▼

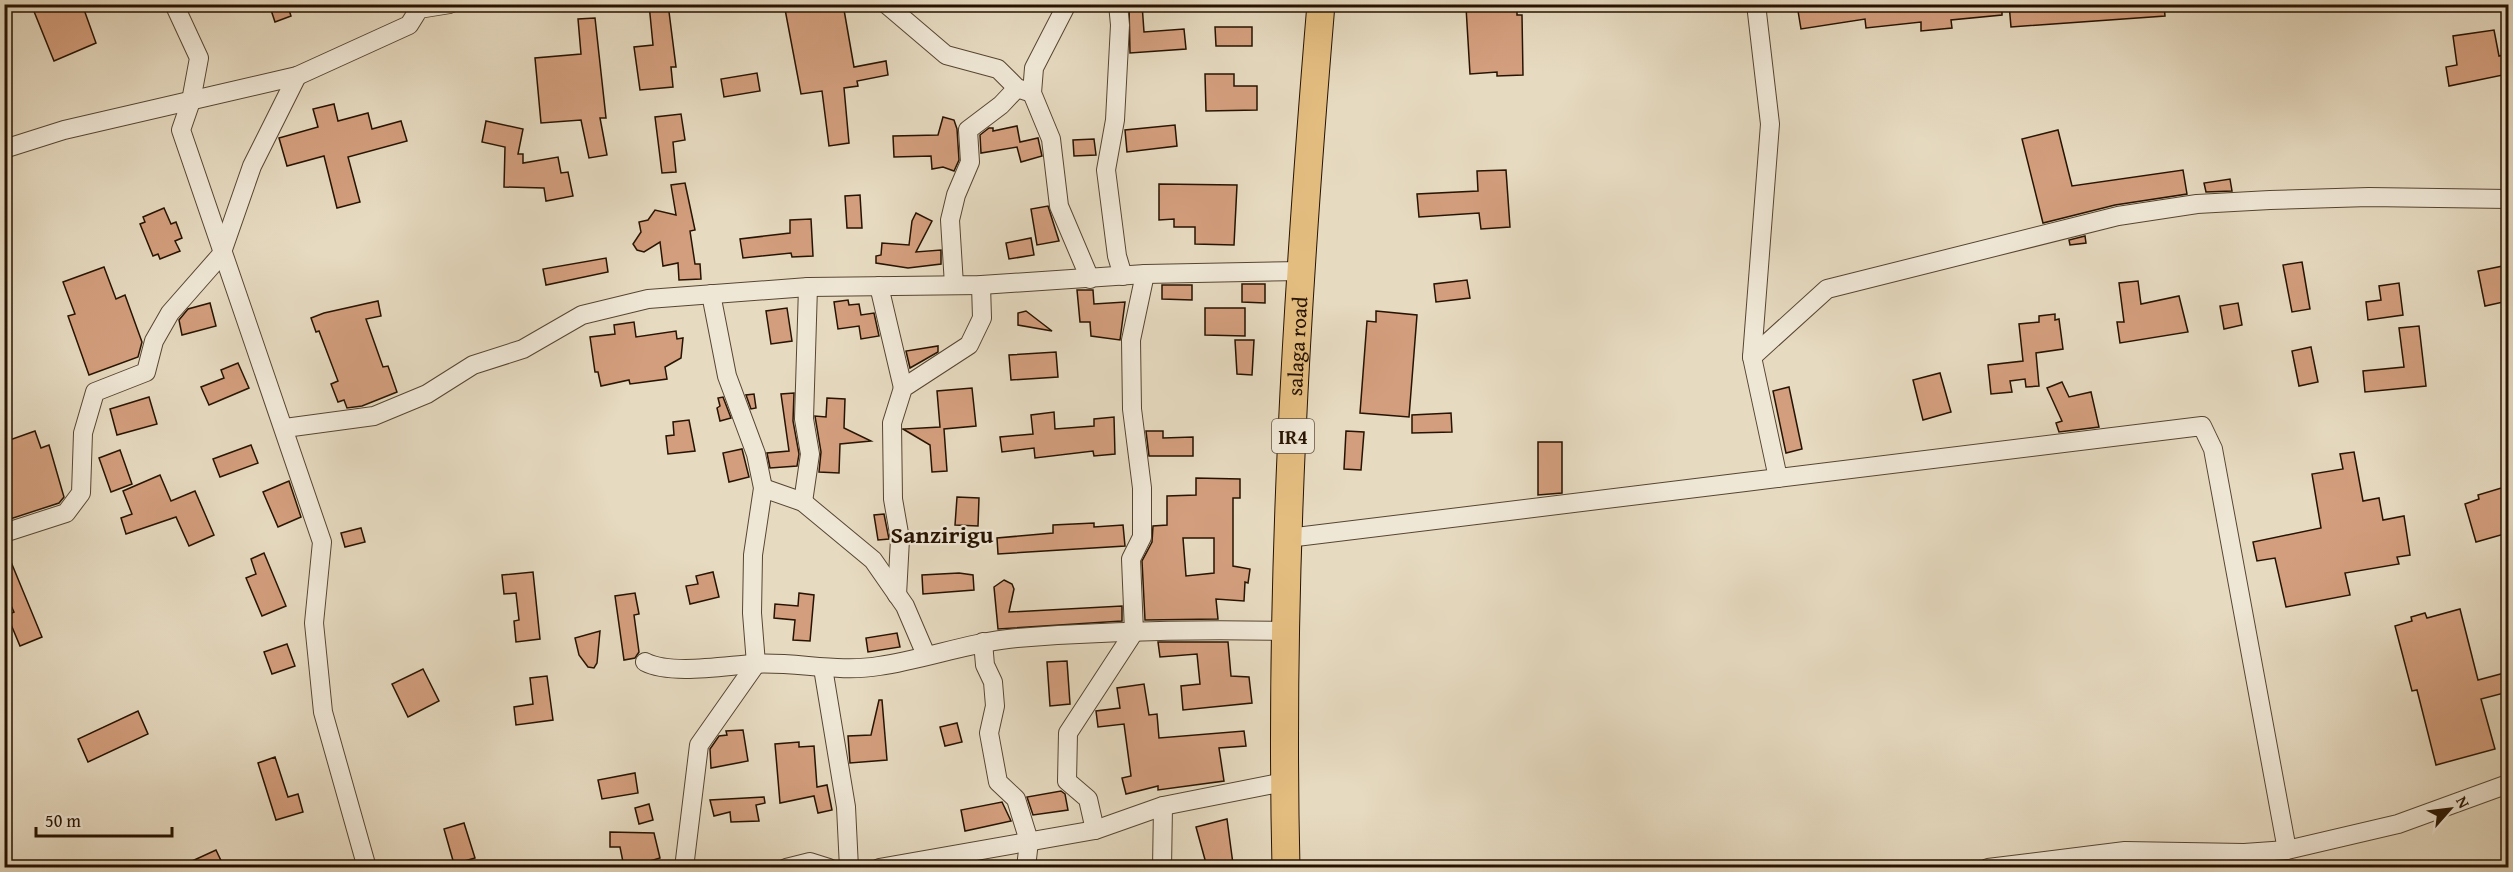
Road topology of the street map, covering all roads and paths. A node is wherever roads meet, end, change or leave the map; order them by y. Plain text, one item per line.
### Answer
1 (174, 4) edge
2 (450, 4) edge
3 (886, 4) edge
4 (1067, 4) edge
5 (1118, 4) edge
6 (1322, 4) edge
7 (1756, 4) edge
8 (416, 7) edge
9 (297, 76) junction
10 (1025, 91) junction
11 (191, 101) junction
12 (4, 149) edge
13 (2508, 199) edge
14 (221, 255) junction
15 (1302, 271) junction
16 (1145, 274) junction
17 (1123, 276) junction
18 (1090, 279) junction
19 (954, 285) junction
20 (981, 285) junction
21 (879, 286) junction
22 (808, 287) junction
23 (711, 294) junction
24 (1752, 357) junction
25 (903, 388) junction
26 (285, 428) junction
27 (1778, 478) junction
28 (764, 488) junction
29 (803, 502) junction
30 (4, 533) edge
31 (1288, 538) junction
32 (897, 594) junction
33 (1134, 632) junction
34 (1285, 632) junction
35 (983, 642) junction
36 (926, 655) junction
37 (645, 662) dead end
38 (756, 664) junction
39 (823, 668) junction
40 (1284, 782) junction
41 (2508, 784) edge
42 (1163, 807) junction
43 (1095, 830) junction
44 (1029, 841) junction
45 (2287, 850) junction
46 (367, 867) edge
47 (684, 867) edge
48 (786, 867) edge
49 (829, 867) edge
50 (849, 867) edge
51 (879, 867) edge
52 (1026, 867) edge
53 (1162, 867) edge
54 (1286, 867) edge
55 (1989, 867) edge

1 - 11 street
2 - 8 street
3 - 10 street
4 - 10 street
5 - 17 street
6 - 15 main road, salaga road / IR4
7 - 24 street
8 - 9 street
9 - 11 street
9 - 14 street
10 - 18 street
10 - 19 street
11 - 12 street
11 - 14 street
13 - 24 street
14 - 26 street
14 - 30 street
15 - 16 street
15 - 31 main road, salaga road / IR4
16 - 17 street
16 - 33 street
17 - 18 street
18 - 20 street
19 - 20 street
19 - 21 street
20 - 25 street
21 - 22 street
21 - 25 street
22 - 23 street
22 - 29 street
23 - 26 street
23 - 28 street
24 - 27 street
25 - 32 street
26 - 46 street
27 - 31 street
27 - 45 street
28 - 29 street
28 - 38 street
29 - 32 street
31 - 34 main road, salaga road / IR4
32 - 36 street
33 - 34 street
33 - 35 street
33 - 43 street
34 - 40 main road, salaga road / IR4
35 - 36 street
35 - 44 street
36 - 39 street
37 - 38 street
38 - 39 street
38 - 47 street
39 - 50 street
40 - 42 street
40 - 54 main road, salaga road / IR4
41 - 45 street
42 - 43 street
42 - 53 street
43 - 44 street
44 - 51 street
44 - 52 street
45 - 55 street
48 - 49 street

▲

Extract all the entries word for word; omit any pictures.

Road topology of the street map, covering all roads and paths. A node is wherever roads meet, end, change or leave the map; order them by y. Plain text, one item per line.
### Answer
1 (174, 4) edge
2 (450, 4) edge
3 (886, 4) edge
4 (1067, 4) edge
5 (1118, 4) edge
6 (1322, 4) edge
7 (1756, 4) edge
8 (416, 7) edge
9 (297, 76) junction
10 (1025, 91) junction
11 (191, 101) junction
12 (4, 149) edge
13 (2508, 199) edge
14 (221, 255) junction
15 (1302, 271) junction
16 (1145, 274) junction
17 (1123, 276) junction
18 (1090, 279) junction
19 (954, 285) junction
20 (981, 285) junction
21 (879, 286) junction
22 (808, 287) junction
23 (711, 294) junction
24 (1752, 357) junction
25 (903, 388) junction
26 (285, 428) junction
27 (1778, 478) junction
28 (764, 488) junction
29 (803, 502) junction
30 (4, 533) edge
31 (1288, 538) junction
32 (897, 594) junction
33 (1134, 632) junction
34 (1285, 632) junction
35 (983, 642) junction
36 (926, 655) junction
37 (645, 662) dead end
38 (756, 664) junction
39 (823, 668) junction
40 (1284, 782) junction
41 (2508, 784) edge
42 (1163, 807) junction
43 (1095, 830) junction
44 (1029, 841) junction
45 (2287, 850) junction
46 (367, 867) edge
47 (684, 867) edge
48 (786, 867) edge
49 (829, 867) edge
50 (849, 867) edge
51 (879, 867) edge
52 (1026, 867) edge
53 (1162, 867) edge
54 (1286, 867) edge
55 (1989, 867) edge

1 - 11 street
2 - 8 street
3 - 10 street
4 - 10 street
5 - 17 street
6 - 15 main road, salaga road / IR4
7 - 24 street
8 - 9 street
9 - 11 street
9 - 14 street
10 - 18 street
10 - 19 street
11 - 12 street
11 - 14 street
13 - 24 street
14 - 26 street
14 - 30 street
15 - 16 street
15 - 31 main road, salaga road / IR4
16 - 17 street
16 - 33 street
17 - 18 street
18 - 20 street
19 - 20 street
19 - 21 street
20 - 25 street
21 - 22 street
21 - 25 street
22 - 23 street
22 - 29 street
23 - 26 street
23 - 28 street
24 - 27 street
25 - 32 street
26 - 46 street
27 - 31 street
27 - 45 street
28 - 29 street
28 - 38 street
29 - 32 street
31 - 34 main road, salaga road / IR4
32 - 36 street
33 - 34 street
33 - 35 street
33 - 43 street
34 - 40 main road, salaga road / IR4
35 - 36 street
35 - 44 street
36 - 39 street
37 - 38 street
38 - 39 street
38 - 47 street
39 - 50 street
40 - 42 street
40 - 54 main road, salaga road / IR4
41 - 45 street
42 - 43 street
42 - 53 street
43 - 44 street
44 - 51 street
44 - 52 street
45 - 55 street
48 - 49 street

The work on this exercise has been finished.